An integrated workplace management system (IWMS) is an ultimate software platform for organizational uses of workplace resources, including the management of real estate portfolio, infrastructure and facilities assets of a company. IWMS solutions are commonly packaged as an integrated suite or as individual modules that can be scaled over time. They are used by corporate occupiers, real estate services firms, facilities services providers, landlords and managing agents. Traditionally focused on supporting real estate and facilities professionals, IWMS solutions are becoming more employee-centric, expanding their touchpoints to include all building occupants and visitors.

Core functional areas of IWMS 
IWMS tends to integrate five core functional areas (or at least a combination of some of the five) within an enterprise which were organizationally and operationally independent and showed minimal interdisciplinary synergy, before the advent of IWMS:

Real estate management
This area involves activities associated with the acquisition (including purchase and lease), financial management and disposition of real property assets. Common IWMS features that support real estate management include strategic planning, transaction management, request for proposal (RFP) analysis, lease analysis, portfolio management, tax management, lease management, and lease accounting.
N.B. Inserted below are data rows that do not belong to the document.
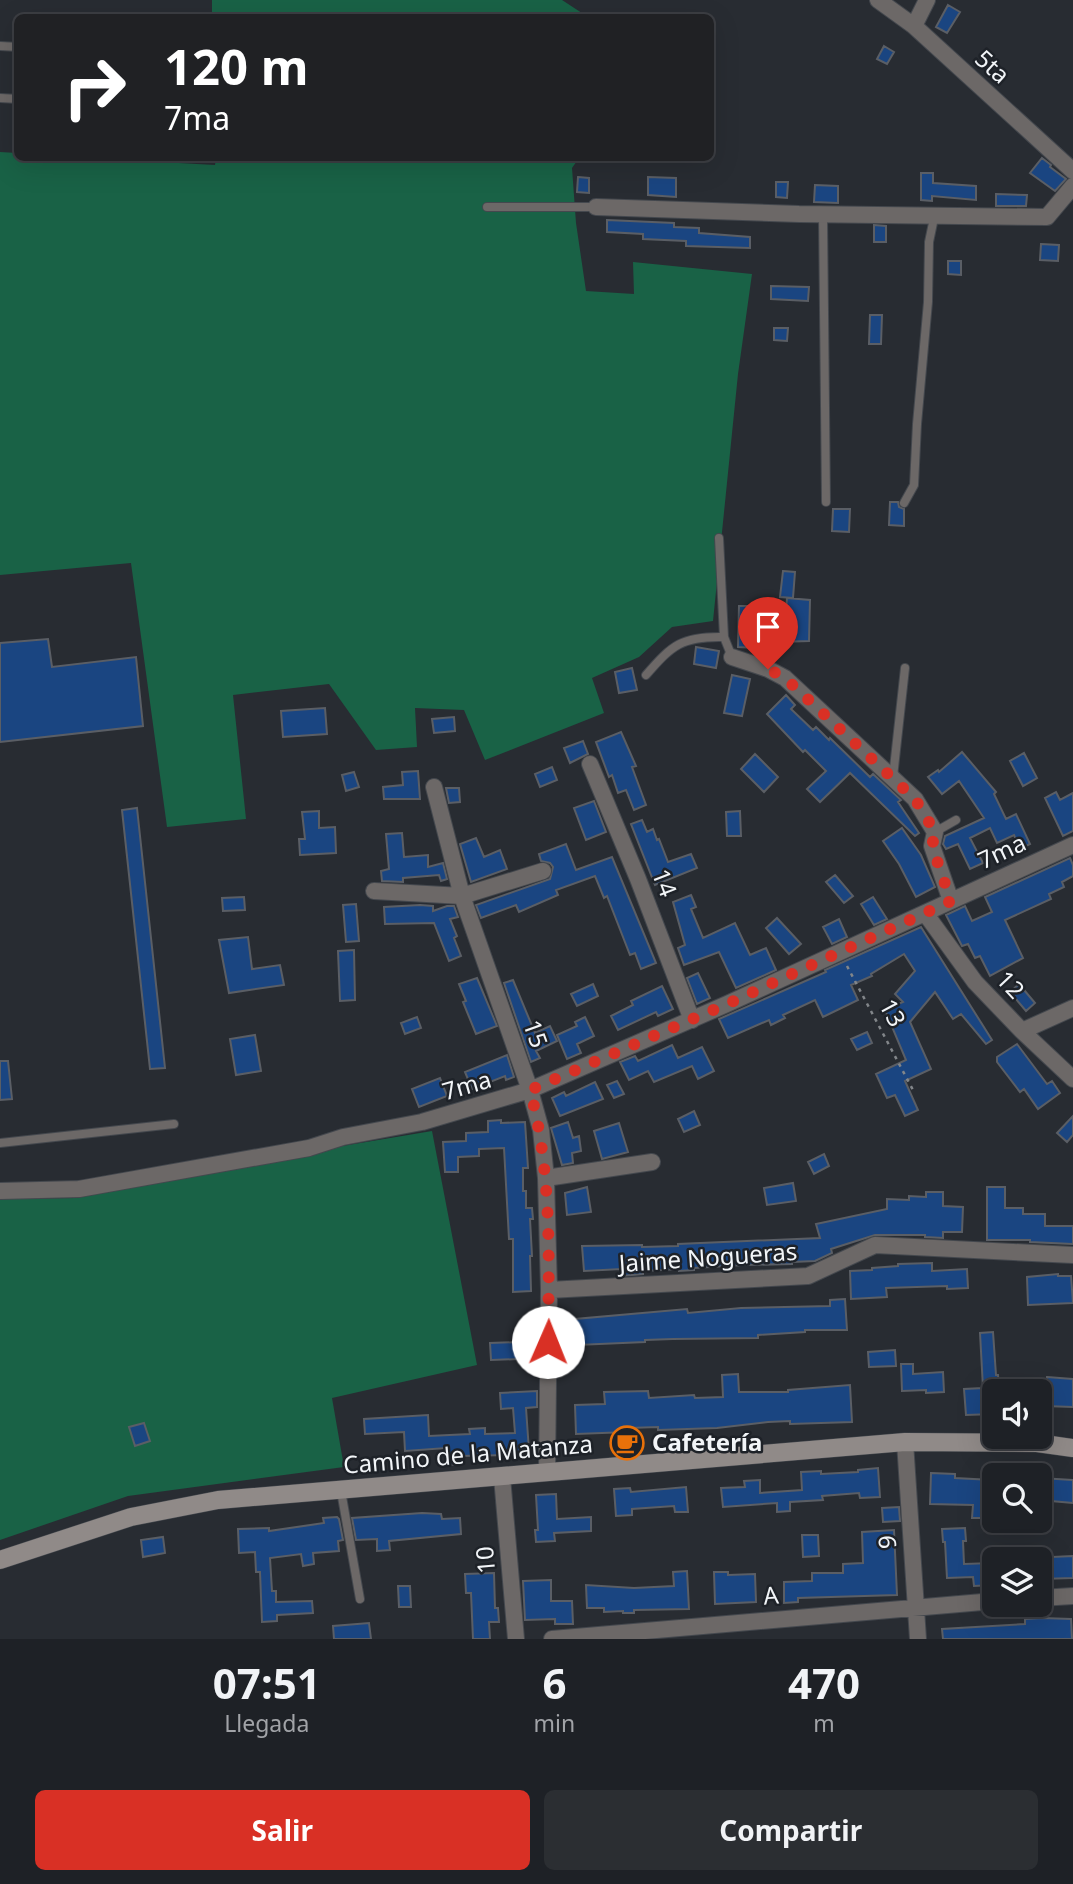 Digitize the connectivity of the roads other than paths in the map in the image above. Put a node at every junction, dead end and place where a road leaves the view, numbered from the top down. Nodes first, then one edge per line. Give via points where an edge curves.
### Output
1 (878, 0) edge
2 (927, 0) edge
3 (914, 26) junction
4 (1073, 171) edge
5 (1073, 186) edge
6 (487, 207) dead end
7 (596, 207) joint
8 (823, 215) junction
9 (934, 218) junction
10 (826, 502) dead end
11 (904, 503) dead end
12 (719, 538) dead end
13 (724, 636) junction
14 (732, 657) joint
15 (905, 668) dead end
16 (646, 675) dead end
17 (590, 764) dead end
18 (893, 779) junction
19 (434, 788) dead end
20 (956, 820) dead end
21 (935, 832) junction
22 (1073, 845) edge
23 (543, 871) dead end
24 (374, 891) dead end
25 (462, 896) junction
26 (951, 901) junction
27 (925, 913) junction
28 (1073, 1009) edge
29 (692, 1020) junction
30 (1022, 1031) junction
31 (1073, 1079) edge
32 (530, 1090) junction
33 (174, 1124) dead end
34 (0, 1143) edge
35 (652, 1162) dead end
36 (547, 1178) junction
37 (0, 1191) edge
38 (1073, 1255) edge
39 (549, 1290) junction
40 (905, 1442) junction
41 (1073, 1448) edge
42 (547, 1472) junction
43 (502, 1477) junction
44 (341, 1490) junction
45 (0, 1560) edge
46 (1073, 1596) edge
47 (1052, 1597) edge
48 (360, 1599) dead end
49 (982, 1602) edge
50 (915, 1606) junction
51 (592, 1637) edge
52 (516, 1639) edge
53 (551, 1639) edge
54 (918, 1639) edge

1 - 3 street, 5ta
2 - 3 street
3 - 4 street, 5ta
5 - 9 street via 1047,217
6 - 7 lane
7 - 8 street
8 - 9 street
8 - 10 lane
9 - 11 lane via 914,485
12 - 13 lane
13 - 14 lane
13 - 16 lane via 700,636 668,649
14 - 18 street via 785,678
15 - 18 lane
17 - 29 street, 14
18 - 21 street via 915,799
19 - 25 street, 15
20 - 21 lane
21 - 26 street via 932,846
22 - 26 street, 7ma
23 - 25 street
24 - 25 street
25 - 32 street, 15
26 - 27 street, 7ma
27 - 29 street, 7ma
27 - 30 street, 12 via 975,982
28 - 30 street
29 - 32 street, 7ma
30 - 31 street, 12
32 - 36 street, 15
32 - 37 street, 7ma via 309,1149 79,1189
33 - 34 lane
35 - 36 street
36 - 39 street, 15
38 - 39 street, Jaime Nogueras via 875,1245 808,1276
39 - 42 street, 15
40 - 41 main road, Camino de la Matanza
40 - 42 main road, Camino de la Matanza
40 - 50 street, 9
42 - 43 main road, Camino de la Matanza
43 - 44 main road, Camino de la Matanza
43 - 52 street, 10
44 - 45 main road, Camino de la Matanza via 218,1500 131,1517
44 - 48 lane
46 - 47 street
49 - 50 street, A
50 - 51 street, A
50 - 54 street, 9
51 - 53 street, A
Capital project management
This area involves activities associated with the design and development of new facilities and the remodeling or enhancement of existing facilities, including their reconfiguration and expansion. Common IWMS features that support capital project management include capital planning, design, funding, bidding, procurement, cost and resource management, project documentation and drawing management, scheduling, and critical path analysis.

Facilities management
This area covers activities related to the operation and optimized utilization of facilities. Common IWMS features that support facility management includes strategic facilities planning (including scenario modeling and analysis), CAD and BIM integration, space management, site and employee service management, resource scheduling, and move management.

Maintenance management
This area covers activities related to the corrective and preventive maintenance and operation of facilities and assets. Common IWMS features that support maintenance management include asset management, work requests, preventive maintenance, work order administration, warranty tracking, inventory management, vendor management and facility condition assessment.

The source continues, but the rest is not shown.